The Common Core State Standards Initiative, an effort by the Obama administration to set national standards and test public schools, turns a blind eye to the unique nature of teaching and learning, especially to the fact that education is a quintessentially local issue.

Cash-starved states like Mississippi were bribed into the program by tying acceptance to education funding and waivers in exchange for adopting unseen instructional standards.

As a result, many states have been required to commit to a dumbed-down and amorphous curricular "alignment."

While there's been some pushback nationwide in places like Alabama, Oklahoma and Georgia that have now withdrawn, Mississippi remains committed for now.

Philadelphia and Neshoba County schools have cheerfully embraced Common Core.

Proponents of Common Core - including some in the media - have tried to minimalize critics by saying it's "tea party members and other small-government conservatives" who are opposed, but the reality is that serious educators and policy makers across the nation have legitimate concerns.

We're fine with local school boards participating in the conversation about how to make standards and academic content taught in American classrooms better than ever. But standards for all handed down from a centralized authority isn't the answer.

Children are failing because no one is ultimately held accountable - not parents, not teachers, not school administrators.

Students are failing because those responsible are failing. Until we solve that problem, "common core" is meaningless.

Quit funding the education establishment and instead fund parents and children.

The notion that all students should learn at the same rate across the country is socialized education.

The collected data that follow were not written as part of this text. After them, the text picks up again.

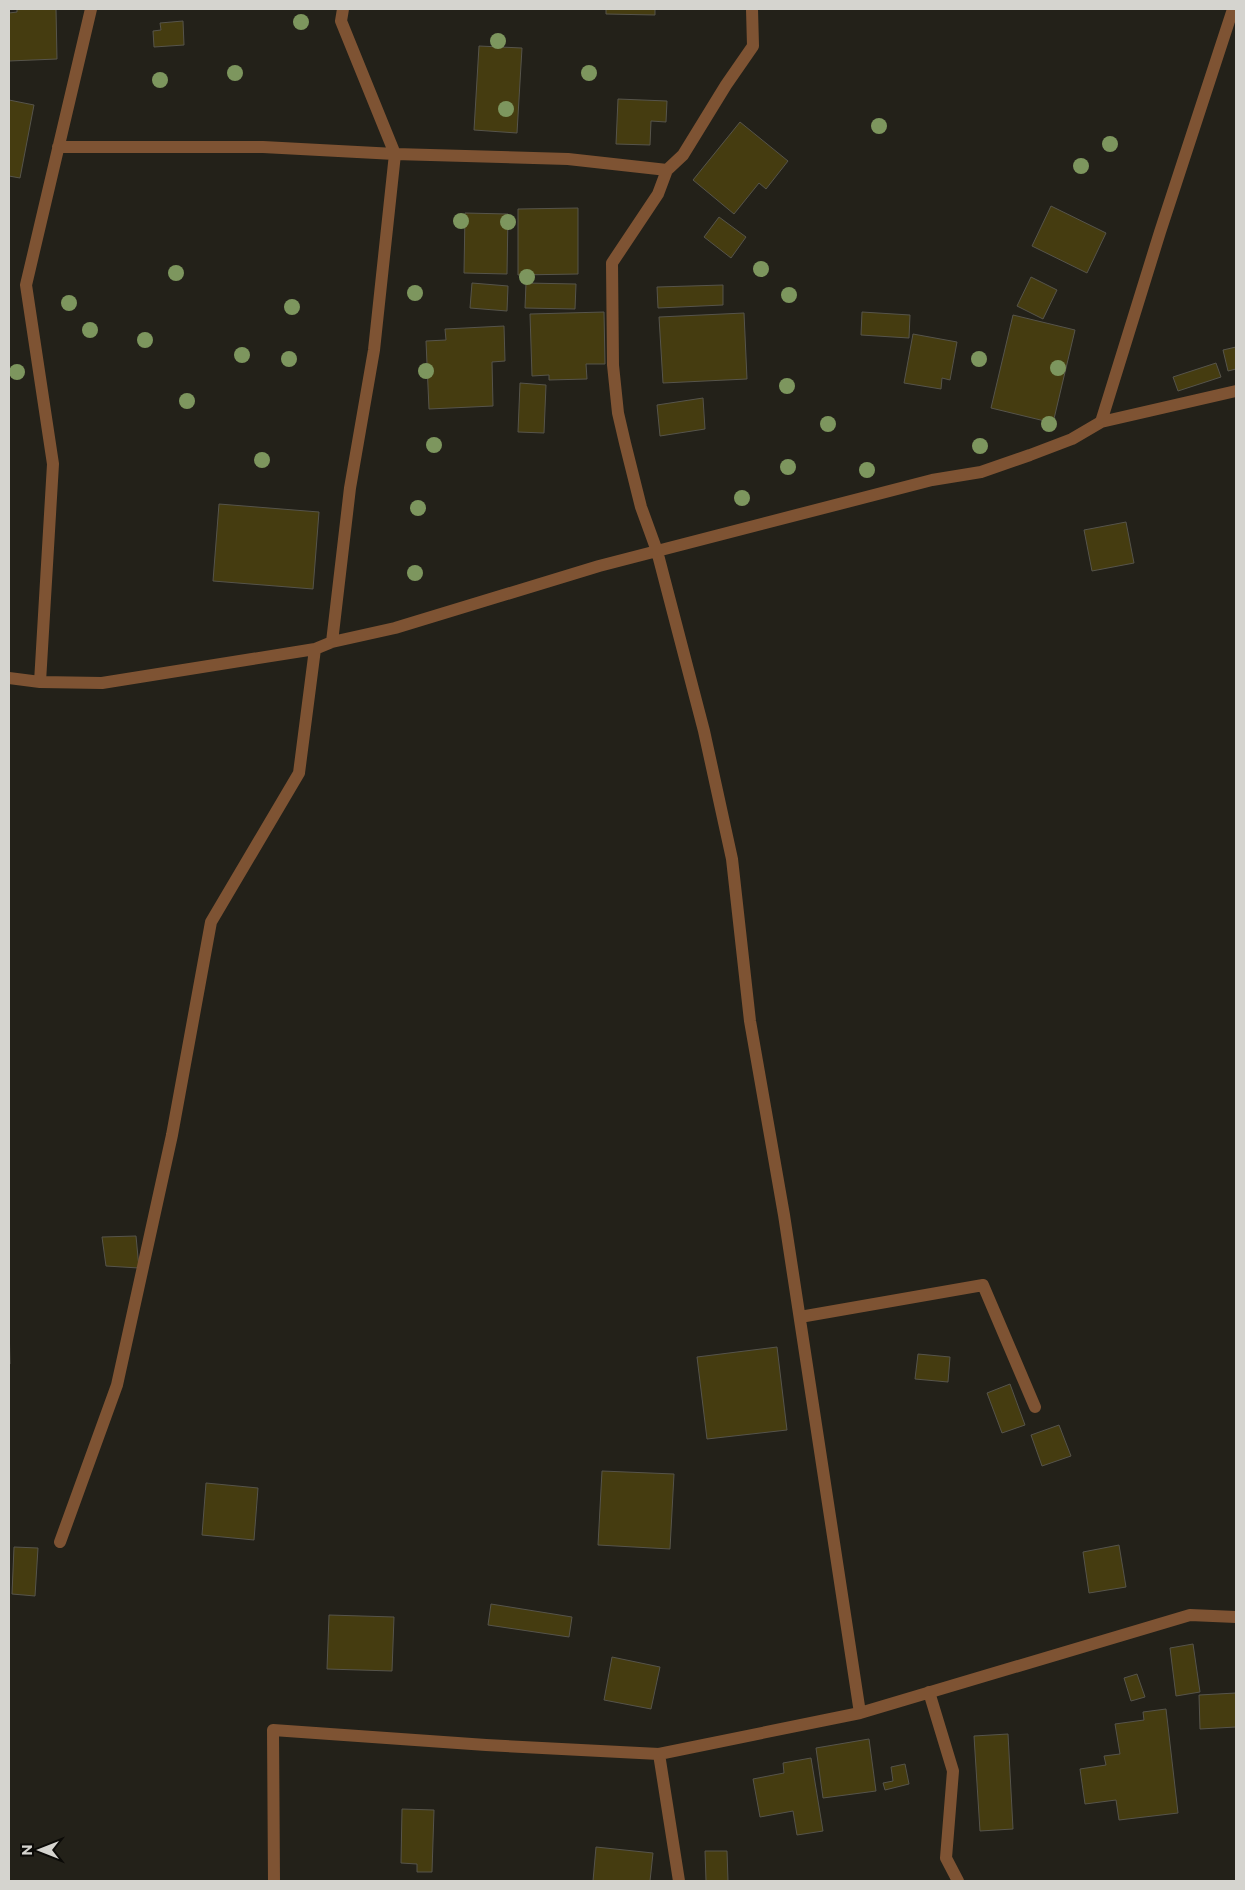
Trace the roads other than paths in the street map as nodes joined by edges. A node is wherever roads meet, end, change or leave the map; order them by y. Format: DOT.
graph roads {
  1 [pos="91,9"];
  2 [pos="344,9"];
  3 [pos="752,9"];
  4 [pos="1233,9"];
  5 [pos="58,147"];
  6 [pos="395,154"];
  7 [pos="666,170"];
  8 [pos="1236,391"];
  9 [pos="1101,422"];
  10 [pos="657,551"];
  11 [pos="332,642"];
  12 [pos="315,649"];
  13 [pos="9,678"];
  14 [pos="40,682"];
  15 [pos="800,1317"];
  16 [pos="1035,1407"];
  17 [pos="60,1542"];
  18 [pos="1236,1617"];
  19 [pos="929,1692"];
  20 [pos="860,1713"];
  21 [pos="659,1754"];
  22 [pos="274,1881"];
  23 [pos="679,1881"];
  24 [pos="958,1881"];
  1 -- 5 [label="street"];
  2 -- 6 [label="street"];
  3 -- 7 [label="street"];
  4 -- 9 [label="street"];
  5 -- 6 [label="street"];
  5 -- 14 [label="street"];
  6 -- 7 [label="street"];
  6 -- 11 [label="street"];
  7 -- 10 [label="street"];
  8 -- 9 [label="street"];
  9 -- 10 [label="street"];
  10 -- 11 [label="street"];
  10 -- 15 [label="street"];
  11 -- 12 [label="street"];
  12 -- 14 [label="street"];
  12 -- 17 [label="street"];
  13 -- 14 [label="street"];
  15 -- 16 [label="street"];
  15 -- 20 [label="street"];
  18 -- 19 [label="street"];
  19 -- 20 [label="street"];
  19 -- 24 [label="street"];
  20 -- 21 [label="street"];
  21 -- 22 [label="street"];
  21 -- 23 [label="street"];
}
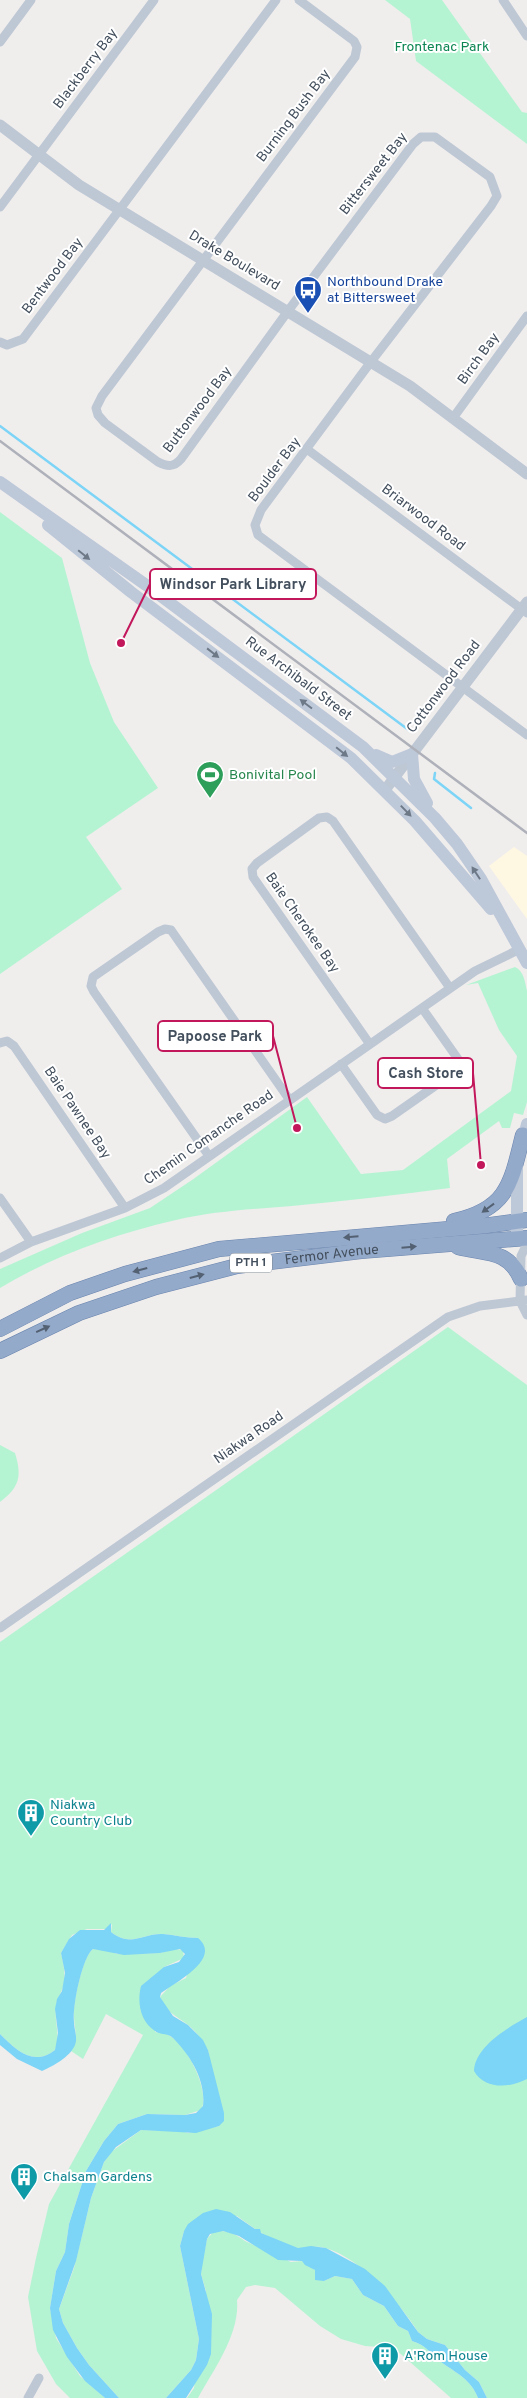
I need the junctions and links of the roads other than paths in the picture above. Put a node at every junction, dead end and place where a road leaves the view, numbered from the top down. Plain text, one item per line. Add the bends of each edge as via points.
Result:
1 (32, 0) edge
2 (154, 0) edge
3 (276, 0) edge
4 (299, 0) edge
5 (503, 0) edge
6 (527, 36) edge
7 (0, 42) edge
8 (0, 125) edge
9 (39, 155) junction
10 (0, 207) edge
11 (120, 209) junction
12 (204, 260) junction
13 (288, 311) junction
14 (527, 316) edge
15 (0, 342) edge
16 (370, 363) junction
17 (453, 418) junction
18 (308, 450) junction
19 (527, 474) edge
20 (0, 482) edge
21 (22, 498) junction
22 (525, 608) edge
23 (462, 687) junction
24 (527, 735) edge
25 (363, 747) junction
26 (412, 754) junction
27 (396, 778) junction
28 (385, 790) junction
29 (435, 818) junction
30 (509, 930) junction
31 (520, 949) junction
32 (527, 963) edge
33 (450, 988) junction
34 (422, 1008) junction
35 (0, 1043) edge
36 (369, 1044) junction
37 (341, 1064) junction
38 (289, 1099) junction
39 (525, 1129) edge
40 (209, 1156) junction
41 (0, 1198) edge
42 (126, 1208) junction
43 (522, 1220) edge
44 (400, 1233) junction
45 (524, 1240) edge
46 (31, 1242) junction
47 (447, 1244) junction
48 (0, 1258) edge
49 (521, 1278) junction
50 (523, 1301) edge
51 (527, 1315) edge
52 (0, 1329) edge
53 (0, 1351) edge
54 (0, 1628) edge
55 (39, 2378) dead end
56 (28, 2398) edge

1 - 7 street
2 - 9 street, Blackberry Bay
3 - 11 street
4 - 12 street, Burning Bush Bay via 354,41 357,47 355,57
5 - 6 street
8 - 9 street, Drake Boulevard
9 - 10 street
9 - 11 street, Drake Boulevard via 79,185
11 - 12 street, Drake Boulevard
11 - 15 street, Bentwood Bay via 23,339 7,345
12 - 13 street, Drake Boulevard
12 - 13 street, Buttonwood Bay via 96,408 105,422 158,462 173,466 181,459
13 - 16 street, Drake Boulevard
13 - 16 street, Bittersweet Bay via 413,144 421,137 435,137 490,177 497,196
14 - 17 street, Birch Bay
16 - 17 street, Drake Boulevard via 410,386
16 - 18 street, Boulder Bay
17 - 19 street, Drake Boulevard
18 - 22 street, Briarwood Road
18 - 23 street, Boulder Bay via 255,521 258,536
20 - 21 main road, Rue Archibald Street
25 -> 21 main road, Rue Archibald Street via 146,585
21 -> 28 main road, Rue Archibald Street via 50,527 316,730
22 - 23 street, Cottonwood Road
23 - 24 street, Boulder Bay
23 - 26 street, Cottonwood Road
25 - 26 main road via 392,762
25 - 27 main road, Rue Archibald Street
26 - 27 street, Cottonwood Road
26 - 29 main road via 414,779
27 - 28 street, Cottonwood Road
27 - 29 main road, Rue Archibald Street
28 -> 30 main road, Rue Archibald Street
30 -> 29 main road, Rue Archibald Street via 472,867
30 - 31 main road, Rue Archibald Street
31 - 32 main road, Rue Archibald Street
31 - 33 street, Chemin Comanche Road via 475,971
33 - 34 street, Chemin Comanche Road
33 - 36 street, Baie Cherokee Bay via 333,821 327,817 319,818 257,863 252,870 253,877
34 - 36 street, Chemin Comanche Road
34 - 37 street via 460,1066 392,1116 385,1120 377,1115
35 - 42 street, Baie Pawnee Bay via 7,1041 14,1046
36 - 37 street, Chemin Comanche Road
37 - 38 street, Chemin Comanche Road
38 - 40 street, Chemin Comanche Road
38 - 40 street via 171,930 158,932 93,977 91,986 94,992
39 - 43 main road via 517,1166
39 -> 44 highway via 513,1176 495,1203 472,1217
40 - 42 street, Chemin Comanche Road via 164,1188
41 - 46 street
42 - 46 street, Chemin Comanche Road
43 - 44 highway, Fermor Avenue / PTH 1
43 - 45 main road
44 -> 52 highway, Fermor Avenue / PTH 1 via 219,1249 125,1274 70,1293
45 - 47 highway, Fermor Avenue / PTH 1
45 - 49 street
46 - 48 street, Chemin Comanche Road
47 - 49 highway via 502,1256 516,1268
53 -> 47 highway, Fermor Avenue / PTH 1 via 79,1313 156,1287 237,1266 289,1258
49 - 50 street
50 - 51 street
50 - 54 street, Niakwa Road via 480,1306 448,1317
55 - 56 street

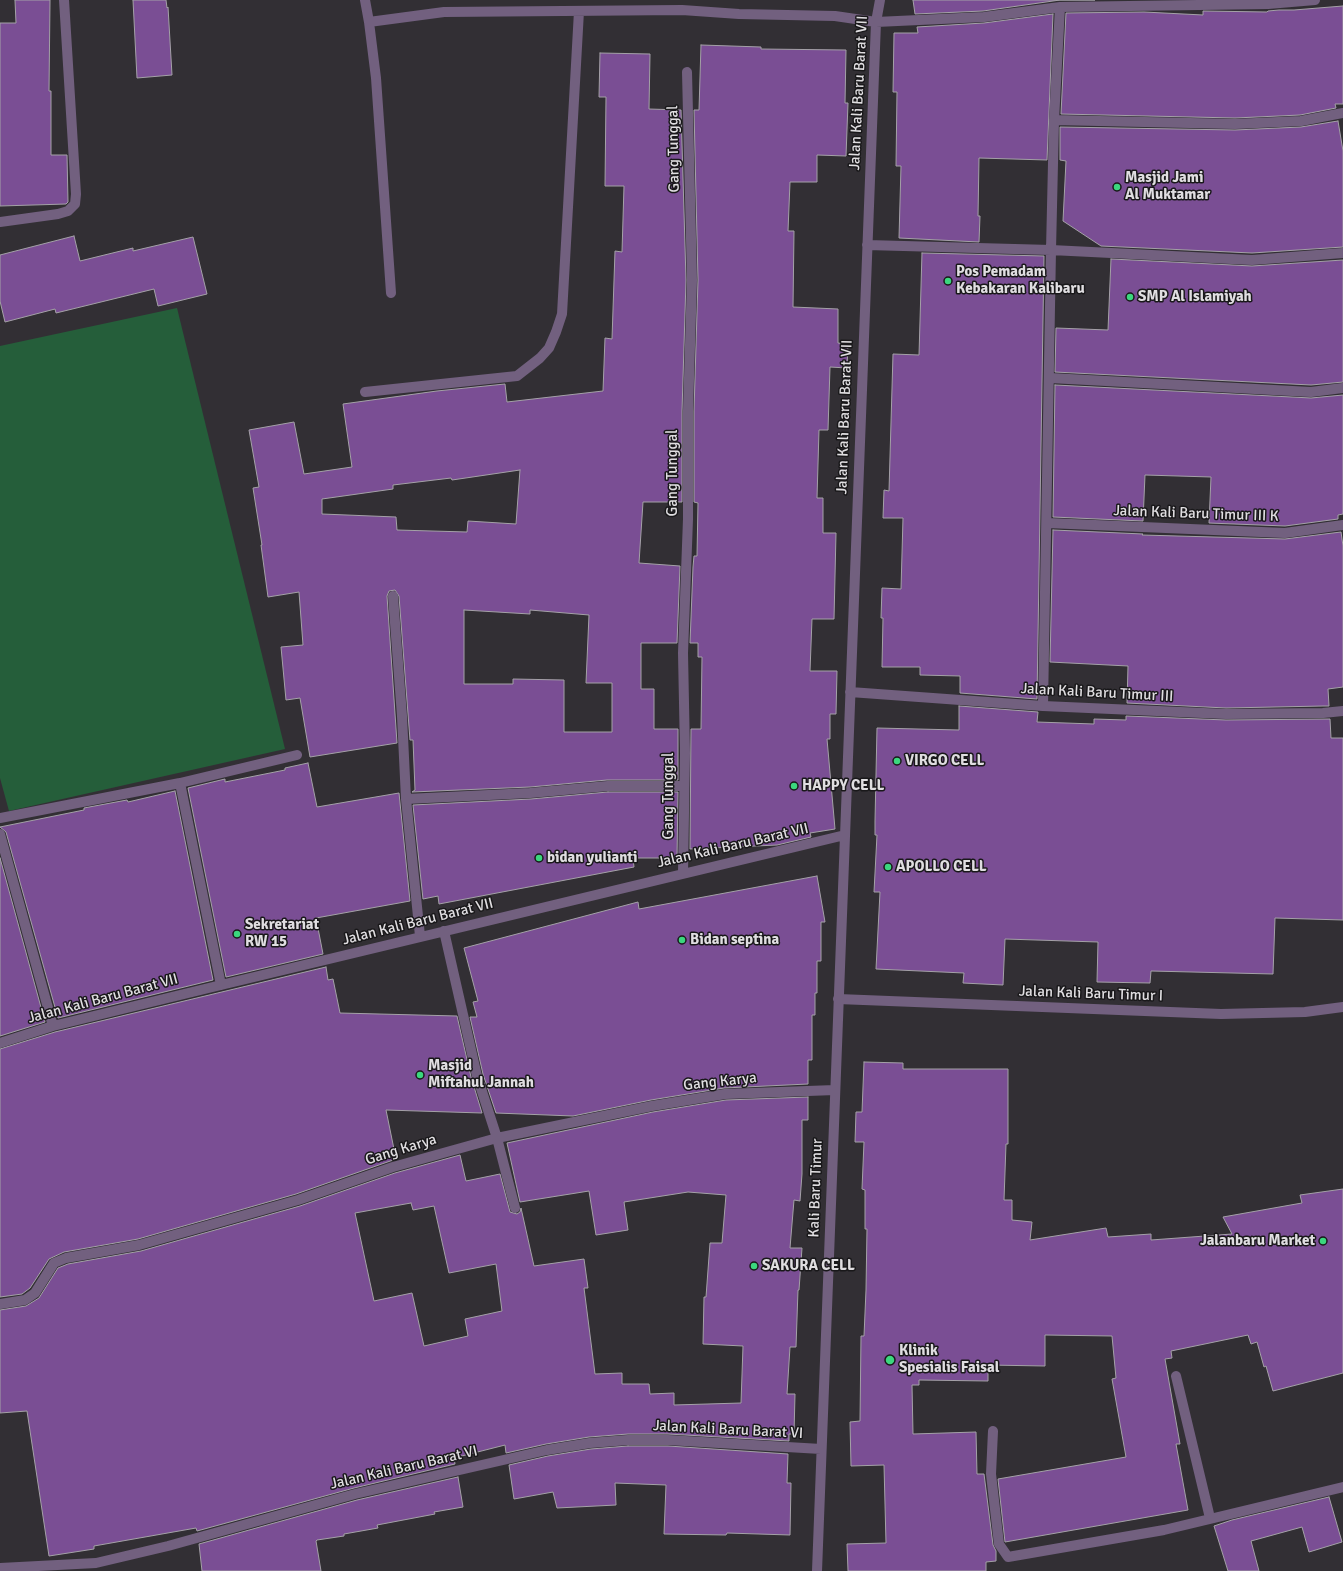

Common Core allows the Obama administration to aggressively push its way into state and local decisions about schooling.

It's a stealthy federal takeover of school curriculum and standards across the country.

Syndicated columnist and author Michelle Malkin reported earlier this year that Professor Jonathan Goodman of New York University found that the Common Core math standards imposed "significantly lower expectations with respect to algebra and geometry than the published standards of other countries."

Malkin wrote that under Common Core, as the American Principles Project and Pioneer Institute point out, Algebra I instruction is pushed to ninth grade, instead of eighth grade, as commonly taught. Division is postponed from fifth to sixth grade.

Prime factorization, common denominators, conversions of fractions and decimals, and algebraic manipulation are de-emphasized or eschewed, Malkin reported. Traditional Euclidean geometry is replaced with an experimental approach that had not been previously pilot-tested in the U.S.

Jamie Gass and Charles Chieppo of the Center for School Reform at Pioneer Institute, a Boston-based think tank, say the federal intrusion in schools brings standards that are academic-lite.

For example, the Common Core ignores the novels of Charles Dickens, Edith Wharton and Mark Twain's "Huckleberry Finn," they said.

"Common Core recycles a decades-old, top-down approach to education. Its roots are in a letter sent to Hillary Clinton by Marc Tucker, president of the National Center on Education and the Economy, after Bill Clinton's presidential victory in 1992," they wrote in May in The Wall Street Journal.

"The letter laid out a plan 'to remold the entire American system' into a centralized one run by 'a system of labor-market boards at the local, state and federal levels' where curriculum and 'job matching' will be handled by government functionaries."

Under Massachusetts' former standards, Common Core's English standards reduce by 60 percent the amount of classic literature, poetry and drama that students will read, they wrote in the Journal.

Common Core was voluntarily adopted by the state of Mississippi in 2010, but this intrusive initiative deserves more careful scrutiny. Common Core smells rotten.